【完結】婚約破棄×お見合い=一目惚れ!?
「うふふ、エリカったら、顔を真っ赤にさせちゃって」

 お母さまが小声でつぶやく。だって、だって!

 釣書だけではこんなに格好いい人が来るとは思わないじゃない――……!

「ようこそ、レームクール家へ。レオンハルト、会うのは久しぶりだね」
「はい、レームクール伯爵。ご無沙汰しております」

 私の手を離して、すくっと立ち上がってから、お父さまに身体を向けた。

 そして、軽く頭を下げる。

 フォルクヴァルツ辺境伯の横顔もとても素敵で……婚約を白紙にされてから二週間くらいしか経ってないのに、私の心はすっかり彼に傾き始めてしまったようだわ……

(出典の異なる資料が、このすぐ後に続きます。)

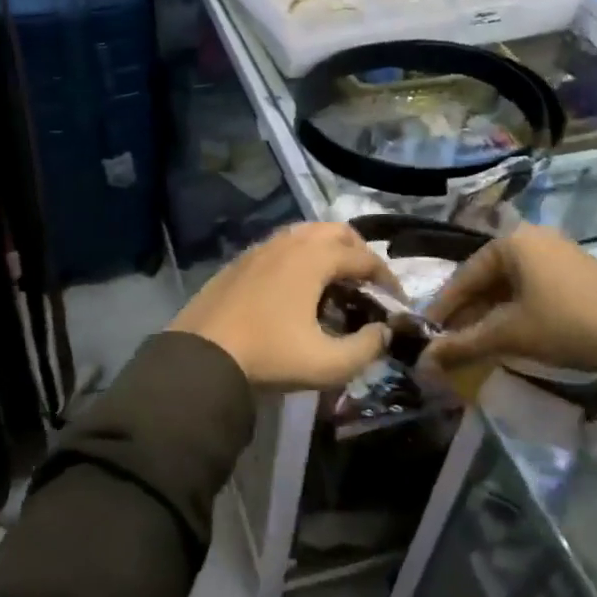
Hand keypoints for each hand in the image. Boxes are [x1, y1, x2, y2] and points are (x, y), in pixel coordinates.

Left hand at [169, 223, 398, 388]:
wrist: (200, 356)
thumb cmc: (269, 356)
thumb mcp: (327, 364)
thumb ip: (367, 348)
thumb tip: (384, 332)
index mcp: (314, 258)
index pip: (364, 258)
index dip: (387, 279)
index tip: (396, 303)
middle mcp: (289, 242)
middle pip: (336, 232)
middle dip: (358, 254)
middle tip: (366, 285)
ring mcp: (260, 248)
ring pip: (305, 235)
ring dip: (327, 252)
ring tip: (334, 285)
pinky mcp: (240, 261)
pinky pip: (281, 247)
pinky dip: (300, 258)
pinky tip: (296, 290)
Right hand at [425, 224, 596, 374]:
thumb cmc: (564, 324)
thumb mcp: (508, 335)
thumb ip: (462, 344)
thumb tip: (424, 361)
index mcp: (513, 241)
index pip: (465, 274)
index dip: (444, 306)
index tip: (429, 332)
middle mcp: (536, 238)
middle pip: (489, 277)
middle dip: (469, 311)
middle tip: (452, 340)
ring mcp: (563, 254)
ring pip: (513, 285)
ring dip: (493, 313)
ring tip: (480, 341)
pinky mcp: (583, 274)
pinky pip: (536, 289)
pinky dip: (519, 311)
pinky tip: (515, 334)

 だって、こんなにも、ドキドキと胸が高鳴っているのだもの。

 きっとこれから、『恋』に変わるのだろう。

 お父さまとフォルクヴァルツ辺境伯が会話をしていると、お母さまが近付いてきた。

「格好いい人よねぇ?」

 扇子で口元を隠して、こそっとささやくお母さま。

 こくりとうなずくと、お母さまはぱぁっと表情を明るくさせてお父さまに近付き、クンっと袖を引っ張った。

 お母さまに顔を寄せるお父さま。お母さまはなにかをささやいているみたい。

 すると、すぐにお父さまがこちらを見てから小さくうなずき、フォルクヴァルツ辺境伯の肩にぽんっと手を置く。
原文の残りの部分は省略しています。